Last fall, filmmaker Julie Bayer Salzman created the short film “Just Breathe” featuring her son and his classmates. In four minutes, kids talk about meditation and dealing with difficult emotions. The short went unexpectedly viral after Jon Kabat-Zinn, the pioneer of Mindfulness-Based Stress Reduction (MBSR), retweeted it. Oprah showcased “Just Breath” after an interview with Kabat-Zinn on Super Soul Sunday in April.

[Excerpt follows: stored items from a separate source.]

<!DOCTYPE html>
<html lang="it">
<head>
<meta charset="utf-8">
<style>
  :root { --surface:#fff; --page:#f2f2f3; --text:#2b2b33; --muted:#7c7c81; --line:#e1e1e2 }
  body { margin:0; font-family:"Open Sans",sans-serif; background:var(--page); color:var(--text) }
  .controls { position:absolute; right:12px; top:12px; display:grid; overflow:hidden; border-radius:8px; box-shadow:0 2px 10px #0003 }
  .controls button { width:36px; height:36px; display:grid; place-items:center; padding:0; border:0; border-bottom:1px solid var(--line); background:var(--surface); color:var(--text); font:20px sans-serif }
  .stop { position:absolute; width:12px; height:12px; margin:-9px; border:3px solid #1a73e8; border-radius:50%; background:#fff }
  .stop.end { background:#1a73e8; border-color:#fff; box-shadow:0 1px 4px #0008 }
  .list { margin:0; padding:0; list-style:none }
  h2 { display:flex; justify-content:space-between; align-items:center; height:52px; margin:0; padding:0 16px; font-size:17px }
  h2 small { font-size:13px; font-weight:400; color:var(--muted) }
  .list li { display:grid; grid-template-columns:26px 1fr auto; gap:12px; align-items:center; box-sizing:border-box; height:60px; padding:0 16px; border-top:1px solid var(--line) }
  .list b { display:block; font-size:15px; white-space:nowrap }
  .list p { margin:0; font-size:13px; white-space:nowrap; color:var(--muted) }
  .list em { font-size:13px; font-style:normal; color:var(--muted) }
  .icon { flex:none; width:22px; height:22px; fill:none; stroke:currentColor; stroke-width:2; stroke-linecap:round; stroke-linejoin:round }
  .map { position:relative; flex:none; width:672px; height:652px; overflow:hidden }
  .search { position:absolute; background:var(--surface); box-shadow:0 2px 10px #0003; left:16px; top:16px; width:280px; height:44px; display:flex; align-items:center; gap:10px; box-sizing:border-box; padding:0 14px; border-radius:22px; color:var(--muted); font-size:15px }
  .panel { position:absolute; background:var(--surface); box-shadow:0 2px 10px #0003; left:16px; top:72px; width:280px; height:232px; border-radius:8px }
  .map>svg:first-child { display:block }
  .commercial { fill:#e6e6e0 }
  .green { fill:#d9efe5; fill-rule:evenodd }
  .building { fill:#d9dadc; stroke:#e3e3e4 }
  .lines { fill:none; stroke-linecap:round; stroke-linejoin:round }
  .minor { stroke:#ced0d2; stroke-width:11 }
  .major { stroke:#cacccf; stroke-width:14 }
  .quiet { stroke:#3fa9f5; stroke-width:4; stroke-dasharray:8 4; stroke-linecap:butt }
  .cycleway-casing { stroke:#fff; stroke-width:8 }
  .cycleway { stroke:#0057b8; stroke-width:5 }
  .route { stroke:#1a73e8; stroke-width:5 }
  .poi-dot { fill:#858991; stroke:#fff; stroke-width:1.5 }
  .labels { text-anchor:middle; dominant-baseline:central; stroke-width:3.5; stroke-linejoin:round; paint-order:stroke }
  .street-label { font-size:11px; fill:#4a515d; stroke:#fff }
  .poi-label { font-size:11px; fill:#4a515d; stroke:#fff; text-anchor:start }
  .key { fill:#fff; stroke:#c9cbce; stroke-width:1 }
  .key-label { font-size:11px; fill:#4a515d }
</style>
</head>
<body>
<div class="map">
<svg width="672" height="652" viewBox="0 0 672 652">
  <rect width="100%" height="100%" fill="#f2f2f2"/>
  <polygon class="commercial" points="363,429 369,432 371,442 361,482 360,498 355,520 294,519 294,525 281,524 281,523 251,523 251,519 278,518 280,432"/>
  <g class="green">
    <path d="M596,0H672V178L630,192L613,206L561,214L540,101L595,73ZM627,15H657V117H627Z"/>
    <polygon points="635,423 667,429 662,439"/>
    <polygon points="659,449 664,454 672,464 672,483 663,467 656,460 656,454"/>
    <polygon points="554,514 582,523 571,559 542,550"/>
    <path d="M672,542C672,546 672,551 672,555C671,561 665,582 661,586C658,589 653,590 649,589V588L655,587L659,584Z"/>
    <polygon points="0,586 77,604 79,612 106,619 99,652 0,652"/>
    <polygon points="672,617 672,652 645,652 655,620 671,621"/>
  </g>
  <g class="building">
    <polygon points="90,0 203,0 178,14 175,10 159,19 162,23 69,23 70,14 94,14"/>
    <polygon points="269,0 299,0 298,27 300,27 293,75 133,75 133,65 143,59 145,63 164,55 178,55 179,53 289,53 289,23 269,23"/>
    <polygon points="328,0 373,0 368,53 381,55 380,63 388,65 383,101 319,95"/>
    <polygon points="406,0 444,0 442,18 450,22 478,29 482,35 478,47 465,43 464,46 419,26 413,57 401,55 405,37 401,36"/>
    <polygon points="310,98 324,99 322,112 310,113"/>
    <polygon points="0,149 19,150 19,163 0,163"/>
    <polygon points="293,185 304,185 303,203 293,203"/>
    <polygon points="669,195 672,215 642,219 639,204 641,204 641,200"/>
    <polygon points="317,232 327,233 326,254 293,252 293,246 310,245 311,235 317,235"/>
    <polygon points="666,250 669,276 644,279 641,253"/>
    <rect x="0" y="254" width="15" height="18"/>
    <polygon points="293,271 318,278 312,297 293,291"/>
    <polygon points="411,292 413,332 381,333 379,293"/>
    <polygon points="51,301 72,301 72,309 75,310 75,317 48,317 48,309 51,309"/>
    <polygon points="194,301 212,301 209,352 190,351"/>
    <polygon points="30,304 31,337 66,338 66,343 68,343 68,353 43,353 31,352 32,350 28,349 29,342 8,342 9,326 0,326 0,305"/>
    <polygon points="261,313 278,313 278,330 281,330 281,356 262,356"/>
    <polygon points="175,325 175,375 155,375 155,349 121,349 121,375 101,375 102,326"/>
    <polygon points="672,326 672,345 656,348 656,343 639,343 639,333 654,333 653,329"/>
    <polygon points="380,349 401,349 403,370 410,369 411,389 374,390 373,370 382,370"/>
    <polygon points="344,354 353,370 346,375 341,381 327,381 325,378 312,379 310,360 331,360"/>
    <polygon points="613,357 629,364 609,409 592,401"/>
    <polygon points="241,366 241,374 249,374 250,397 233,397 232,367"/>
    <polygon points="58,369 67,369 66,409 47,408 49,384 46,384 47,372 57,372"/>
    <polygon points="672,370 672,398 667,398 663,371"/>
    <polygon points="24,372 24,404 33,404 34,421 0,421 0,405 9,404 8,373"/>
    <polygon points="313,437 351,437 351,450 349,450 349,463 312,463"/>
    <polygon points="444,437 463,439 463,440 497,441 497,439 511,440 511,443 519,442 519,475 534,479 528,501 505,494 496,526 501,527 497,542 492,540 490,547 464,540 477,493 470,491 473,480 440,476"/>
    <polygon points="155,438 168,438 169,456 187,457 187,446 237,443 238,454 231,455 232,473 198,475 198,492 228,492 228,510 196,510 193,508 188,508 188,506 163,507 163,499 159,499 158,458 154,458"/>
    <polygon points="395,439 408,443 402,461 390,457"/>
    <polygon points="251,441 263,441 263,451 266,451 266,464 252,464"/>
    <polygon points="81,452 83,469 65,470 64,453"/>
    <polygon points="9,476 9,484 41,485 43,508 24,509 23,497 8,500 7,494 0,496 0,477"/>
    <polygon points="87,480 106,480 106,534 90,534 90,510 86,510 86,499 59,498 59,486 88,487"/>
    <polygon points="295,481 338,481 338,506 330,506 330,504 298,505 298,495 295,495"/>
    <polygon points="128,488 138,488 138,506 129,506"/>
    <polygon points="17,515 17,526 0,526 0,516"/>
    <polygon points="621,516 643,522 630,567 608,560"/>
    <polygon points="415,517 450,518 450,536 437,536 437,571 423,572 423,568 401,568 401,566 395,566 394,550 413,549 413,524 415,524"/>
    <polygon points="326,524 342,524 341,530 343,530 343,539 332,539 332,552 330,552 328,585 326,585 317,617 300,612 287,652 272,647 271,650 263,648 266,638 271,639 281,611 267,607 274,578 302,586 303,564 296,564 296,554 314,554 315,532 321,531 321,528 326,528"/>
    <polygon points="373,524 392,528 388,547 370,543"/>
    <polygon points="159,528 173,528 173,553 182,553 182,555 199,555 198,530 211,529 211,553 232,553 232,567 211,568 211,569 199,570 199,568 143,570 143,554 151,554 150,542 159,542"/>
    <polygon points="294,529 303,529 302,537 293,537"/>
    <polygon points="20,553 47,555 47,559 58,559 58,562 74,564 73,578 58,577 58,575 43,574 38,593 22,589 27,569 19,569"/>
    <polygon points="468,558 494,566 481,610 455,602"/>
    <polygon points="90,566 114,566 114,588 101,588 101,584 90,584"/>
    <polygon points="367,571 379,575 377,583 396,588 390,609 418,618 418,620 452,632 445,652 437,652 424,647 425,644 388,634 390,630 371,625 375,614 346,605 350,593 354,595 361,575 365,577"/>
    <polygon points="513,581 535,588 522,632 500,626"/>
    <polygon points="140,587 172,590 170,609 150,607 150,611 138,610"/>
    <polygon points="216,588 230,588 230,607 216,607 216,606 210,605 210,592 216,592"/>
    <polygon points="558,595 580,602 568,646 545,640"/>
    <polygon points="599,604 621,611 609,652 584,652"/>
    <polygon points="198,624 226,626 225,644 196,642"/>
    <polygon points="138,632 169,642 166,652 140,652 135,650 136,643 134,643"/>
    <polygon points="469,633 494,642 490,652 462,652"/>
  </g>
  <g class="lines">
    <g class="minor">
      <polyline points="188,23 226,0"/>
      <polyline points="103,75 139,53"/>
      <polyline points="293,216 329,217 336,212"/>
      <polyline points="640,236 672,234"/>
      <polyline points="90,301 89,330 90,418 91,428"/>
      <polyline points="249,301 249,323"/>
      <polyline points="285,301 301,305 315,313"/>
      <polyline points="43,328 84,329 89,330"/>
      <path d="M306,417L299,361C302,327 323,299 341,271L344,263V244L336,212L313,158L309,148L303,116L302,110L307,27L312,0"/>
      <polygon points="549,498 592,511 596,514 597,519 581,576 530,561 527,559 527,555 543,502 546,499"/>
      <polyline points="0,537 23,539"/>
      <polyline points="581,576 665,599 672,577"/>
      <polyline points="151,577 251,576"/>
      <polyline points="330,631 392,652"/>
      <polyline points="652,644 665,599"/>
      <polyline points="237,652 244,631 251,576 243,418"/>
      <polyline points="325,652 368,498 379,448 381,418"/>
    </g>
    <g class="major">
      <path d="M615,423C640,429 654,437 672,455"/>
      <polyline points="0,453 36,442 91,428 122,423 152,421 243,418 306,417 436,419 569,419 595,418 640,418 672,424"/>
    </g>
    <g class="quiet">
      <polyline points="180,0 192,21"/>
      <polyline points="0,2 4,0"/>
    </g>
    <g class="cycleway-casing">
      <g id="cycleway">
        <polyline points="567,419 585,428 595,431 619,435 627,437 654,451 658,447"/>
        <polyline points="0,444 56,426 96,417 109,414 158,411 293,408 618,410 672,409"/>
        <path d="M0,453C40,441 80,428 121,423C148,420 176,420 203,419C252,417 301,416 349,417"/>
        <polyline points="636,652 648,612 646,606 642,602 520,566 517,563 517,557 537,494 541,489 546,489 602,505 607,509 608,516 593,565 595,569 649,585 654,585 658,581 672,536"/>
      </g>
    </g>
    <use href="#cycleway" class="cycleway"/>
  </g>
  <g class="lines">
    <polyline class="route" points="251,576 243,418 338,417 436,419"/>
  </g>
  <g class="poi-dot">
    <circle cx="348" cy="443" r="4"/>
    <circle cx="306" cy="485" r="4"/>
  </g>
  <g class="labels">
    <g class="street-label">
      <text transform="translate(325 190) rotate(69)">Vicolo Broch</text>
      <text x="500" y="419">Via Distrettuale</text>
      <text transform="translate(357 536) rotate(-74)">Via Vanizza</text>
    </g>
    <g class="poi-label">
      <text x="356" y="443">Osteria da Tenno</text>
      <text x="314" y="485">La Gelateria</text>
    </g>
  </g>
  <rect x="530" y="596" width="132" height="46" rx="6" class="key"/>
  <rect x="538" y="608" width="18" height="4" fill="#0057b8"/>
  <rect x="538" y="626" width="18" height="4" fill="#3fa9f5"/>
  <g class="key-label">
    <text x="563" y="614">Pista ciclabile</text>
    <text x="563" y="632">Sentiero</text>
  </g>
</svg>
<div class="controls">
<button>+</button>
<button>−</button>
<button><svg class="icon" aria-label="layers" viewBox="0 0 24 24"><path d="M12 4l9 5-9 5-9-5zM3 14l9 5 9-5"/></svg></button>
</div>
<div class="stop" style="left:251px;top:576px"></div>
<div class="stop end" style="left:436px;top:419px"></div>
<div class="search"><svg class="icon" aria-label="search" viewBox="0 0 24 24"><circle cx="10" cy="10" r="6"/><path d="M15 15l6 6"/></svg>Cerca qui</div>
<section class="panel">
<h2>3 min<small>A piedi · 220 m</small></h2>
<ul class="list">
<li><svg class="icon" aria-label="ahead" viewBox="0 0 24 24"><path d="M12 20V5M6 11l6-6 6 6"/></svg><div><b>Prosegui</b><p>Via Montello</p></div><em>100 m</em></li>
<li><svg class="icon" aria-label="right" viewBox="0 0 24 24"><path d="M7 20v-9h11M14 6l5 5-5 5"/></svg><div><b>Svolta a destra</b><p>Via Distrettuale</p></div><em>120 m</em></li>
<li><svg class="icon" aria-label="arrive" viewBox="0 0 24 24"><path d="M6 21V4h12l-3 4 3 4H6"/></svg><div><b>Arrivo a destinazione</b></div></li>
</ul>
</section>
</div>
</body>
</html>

“It’s powerful to see little kids explaining meditation—something so simple on one hand but so complex on the other,” says Bayer Salzman. “But I also feel like using only kids to talk about meditation somewhat limited the audience because people just thought, ‘Oh, isn’t that cute, kids.’ It’s easily dismissed.”
Julie doesn’t want her legacy to be “cute.” After taking a six-week mindfulness course through Mindful Schools, and meditating regularly for 30 minutes a day, she wants to reflect some of the deeper benefits of meditation in her filmmaking. So this month, the filmmaker launched a crowdfunding campaign to create a series of shorts on mindfulness meditation as a healing tool. Julie aims to create three-minute shorts speaking to individuals who have taken mindfulness training. The series will explore anxiety, illness, loss, and addiction.
“My feeling is we need more films that speak to more people,” says Bayer Salzman.“People with whom others can relate—somebody who is using mindfulness to get through something that’s incredibly challenging.”
So far, Bayer Salzman has raised $1,089 of her $150,000 goal.